### EXERCISE
Nothing but the lines below from the one that contains "thumb tip: (145, 223)" through the one that contains "thumb ip: (1084, 800)" should be retyped, exactly and including both ends. Do not include pictures.

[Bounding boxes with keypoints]
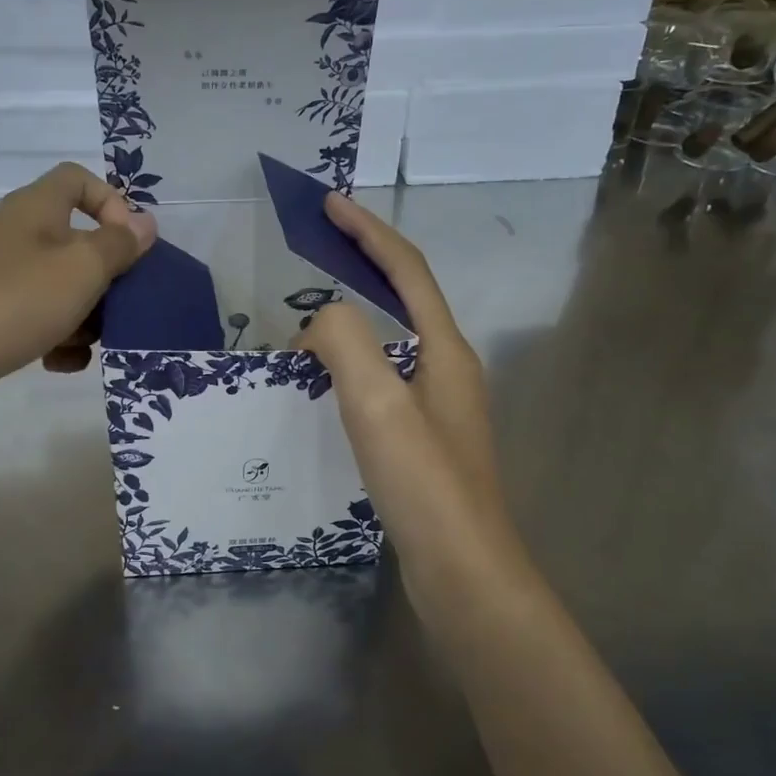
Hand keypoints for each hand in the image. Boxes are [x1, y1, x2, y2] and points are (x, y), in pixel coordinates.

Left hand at [0, 163, 156, 398]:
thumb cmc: (14, 301)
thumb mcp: (81, 269)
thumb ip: (119, 245)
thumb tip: (145, 223)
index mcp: (36, 209)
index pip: (77, 179)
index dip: (111, 204)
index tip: (128, 245)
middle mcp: (16, 235)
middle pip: (75, 241)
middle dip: (104, 277)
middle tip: (119, 307)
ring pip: (59, 286)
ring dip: (84, 315)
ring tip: (87, 345)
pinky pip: (36, 318)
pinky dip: (55, 338)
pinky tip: (60, 364)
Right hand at [298, 192, 516, 577]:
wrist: (463, 571)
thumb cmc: (424, 484)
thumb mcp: (377, 404)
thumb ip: (346, 343)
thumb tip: (320, 322)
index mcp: (444, 350)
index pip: (406, 270)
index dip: (368, 232)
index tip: (330, 204)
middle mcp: (449, 368)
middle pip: (405, 296)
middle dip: (365, 262)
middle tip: (318, 248)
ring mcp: (440, 405)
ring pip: (394, 339)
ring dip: (357, 312)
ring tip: (311, 311)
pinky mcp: (424, 438)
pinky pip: (384, 377)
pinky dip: (353, 359)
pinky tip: (326, 380)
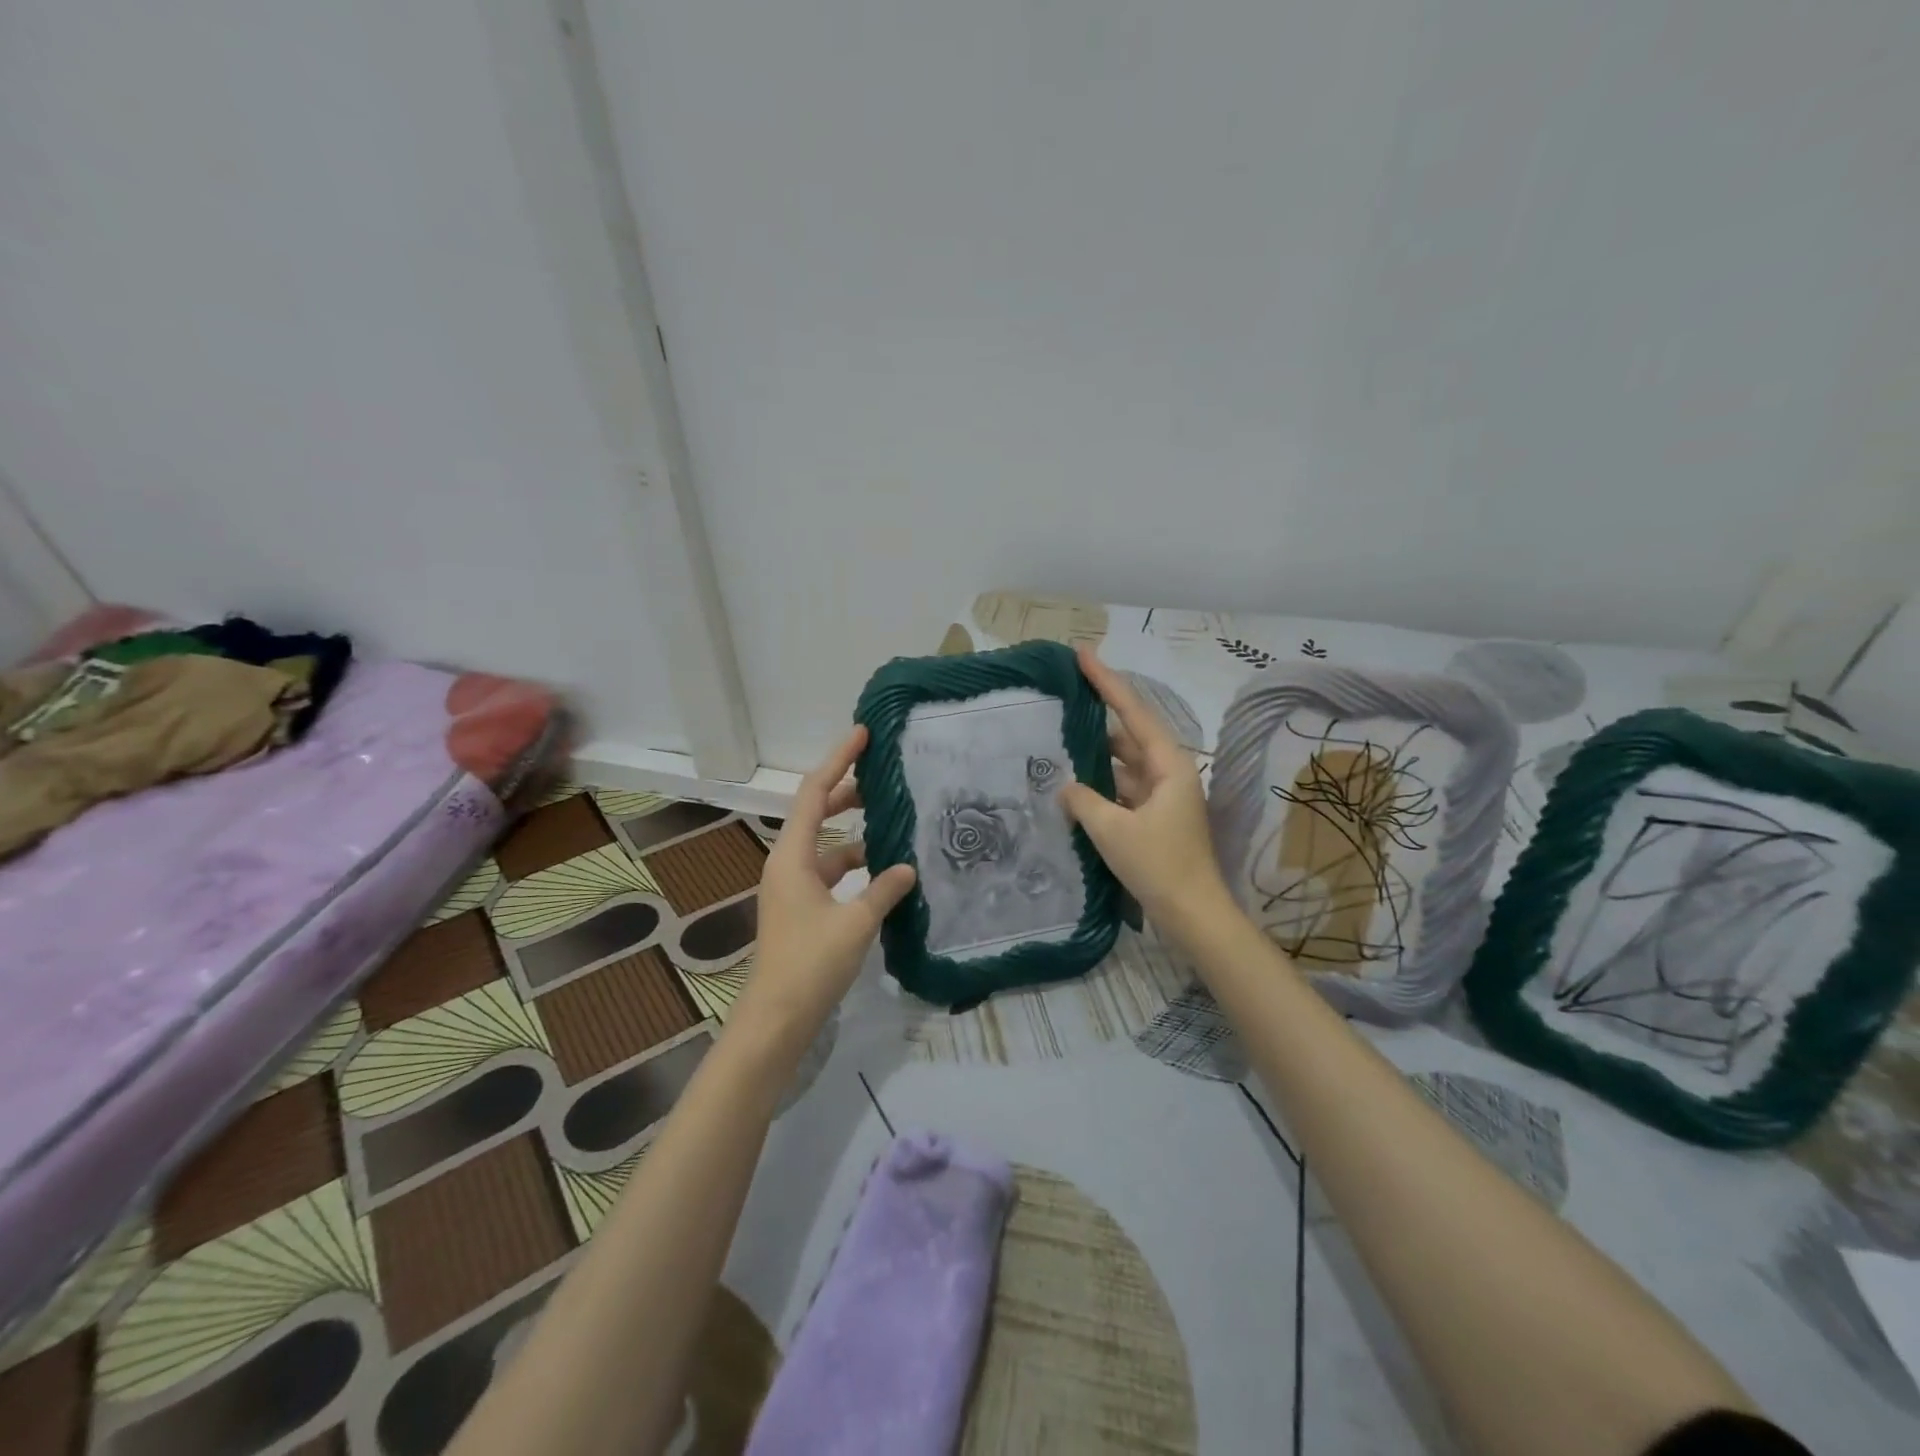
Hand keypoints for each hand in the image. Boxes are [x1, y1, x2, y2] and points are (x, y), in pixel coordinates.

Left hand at [732, 726, 916, 1055]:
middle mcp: (787, 863)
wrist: (776, 1018)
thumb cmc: (811, 964)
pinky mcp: (801, 907)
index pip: (814, 792)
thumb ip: (884, 890)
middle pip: (815, 812)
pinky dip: (854, 865)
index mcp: (792, 855)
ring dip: (854, 832)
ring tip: (892, 822)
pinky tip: (883, 873)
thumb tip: (907, 867)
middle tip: (883, 775)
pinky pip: (829, 871)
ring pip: (825, 844)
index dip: (838, 759)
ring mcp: (792, 886)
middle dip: (847, 790)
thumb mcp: (856, 923)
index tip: (863, 734)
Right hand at [1059, 646, 1233, 940]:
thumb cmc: (1159, 866)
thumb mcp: (1113, 831)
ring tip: (1061, 736)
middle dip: (1100, 713)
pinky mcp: (1154, 818)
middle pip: (1130, 732)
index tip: (1083, 654)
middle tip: (1065, 694)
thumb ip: (1084, 800)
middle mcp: (1169, 773)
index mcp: (1168, 765)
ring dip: (1096, 752)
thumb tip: (1066, 786)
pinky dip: (1100, 783)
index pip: (1133, 712)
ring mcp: (1163, 797)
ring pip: (1124, 763)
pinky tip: (1074, 783)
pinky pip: (1122, 788)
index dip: (1107, 682)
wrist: (1193, 914)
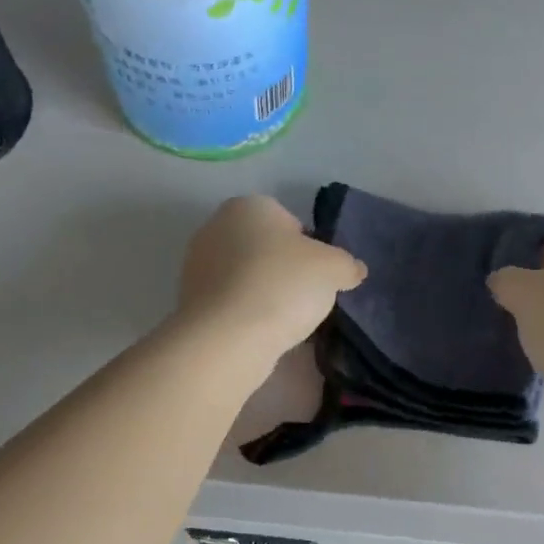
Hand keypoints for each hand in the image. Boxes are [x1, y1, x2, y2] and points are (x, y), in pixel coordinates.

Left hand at [176, 196, 366, 364]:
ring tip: (287, 321)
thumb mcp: (334, 269)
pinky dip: (248, 314)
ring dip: (266, 294)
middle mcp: (216, 226)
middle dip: (286, 271)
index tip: (319, 276)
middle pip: (265, 248)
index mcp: (249, 206)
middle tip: (306, 298)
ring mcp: (197, 264)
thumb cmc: (283, 285)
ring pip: (247, 277)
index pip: (290, 222)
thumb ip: (347, 264)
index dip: (310, 249)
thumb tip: (354, 270)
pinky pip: (231, 302)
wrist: (228, 337)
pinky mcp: (189, 300)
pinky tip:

### RESPONSE TO THIS TASK
thumb tip: (145, 223)
index mcp: (36, 209)
index pip: (77, 179)
index dip: (111, 204)
index tip: (128, 245)
middle mcp: (16, 235)
middle pip: (75, 241)
middle dip: (104, 277)
middle tip: (119, 307)
ring pip: (59, 286)
ring dip: (84, 315)
ring tip: (87, 345)
pinky pip: (36, 318)
pinky dip: (55, 338)
pinky tip: (60, 364)
Right hand at [298, 192, 516, 577]:
wrist: (463, 571)
thumb cmc: (424, 484)
thumb mcp: (377, 404)
thumb ip: (346, 343)
thumb tip: (320, 322)
index mcp: (444, 350)
index pip: (406, 270)
index dip: (368, 232)
index tip: (330, 204)
middle mcp: (449, 368)
middle pip: (405, 296)
middle dip: (365, 262)
middle tip: (318, 248)
ring mcp: (440, 405)
ring pip: (394, 339)
ring dip: (357, 312)
ring tip: (311, 311)
pinky mcp: (424, 438)
pinky pip: (384, 377)
pinky dip: (353, 359)
pinky tip: (326, 380)
Hand keypoints for each hand in the image. Boxes are [x1, y1, x2, y2] and points are (x, y), in pixel coordinates.

Left hand at [732, 726, 916, 1055]:
middle mcp: (787, 863)
wrist: (776, 1018)
thumb cmc: (811, 964)
pinky mcp: (801, 907)
index pip: (814, 792)
thumb ip: (884, 890)
middle pip: (815, 812)
pinky dip: (854, 865)
index mcp: (792, 855)
ring dip: (854, 832)
ring tip: (892, 822)
pinky tip: (883, 873)
thumb tip: (907, 867)
middle tip: (883, 775)
pinky pip: (829, 871)
ring pip: (825, 844)
index dip: (838, 759)
ring mcp: (792, 886)
middle dip: (847, 790)
thumb mcp: (856, 923)
index tip: (863, 734)
Right hand at [1059, 646, 1233, 940]:
thumb cmc: (1159, 866)
thumb mcp: (1113, 831)
ring tip: (1061, 736)
middle dip: (1100, 713)
pinky mcp: (1154, 818)
middle pip: (1130, 732)
index tip: (1083, 654)
middle tip: (1065, 694)
thumb ip: (1084, 800)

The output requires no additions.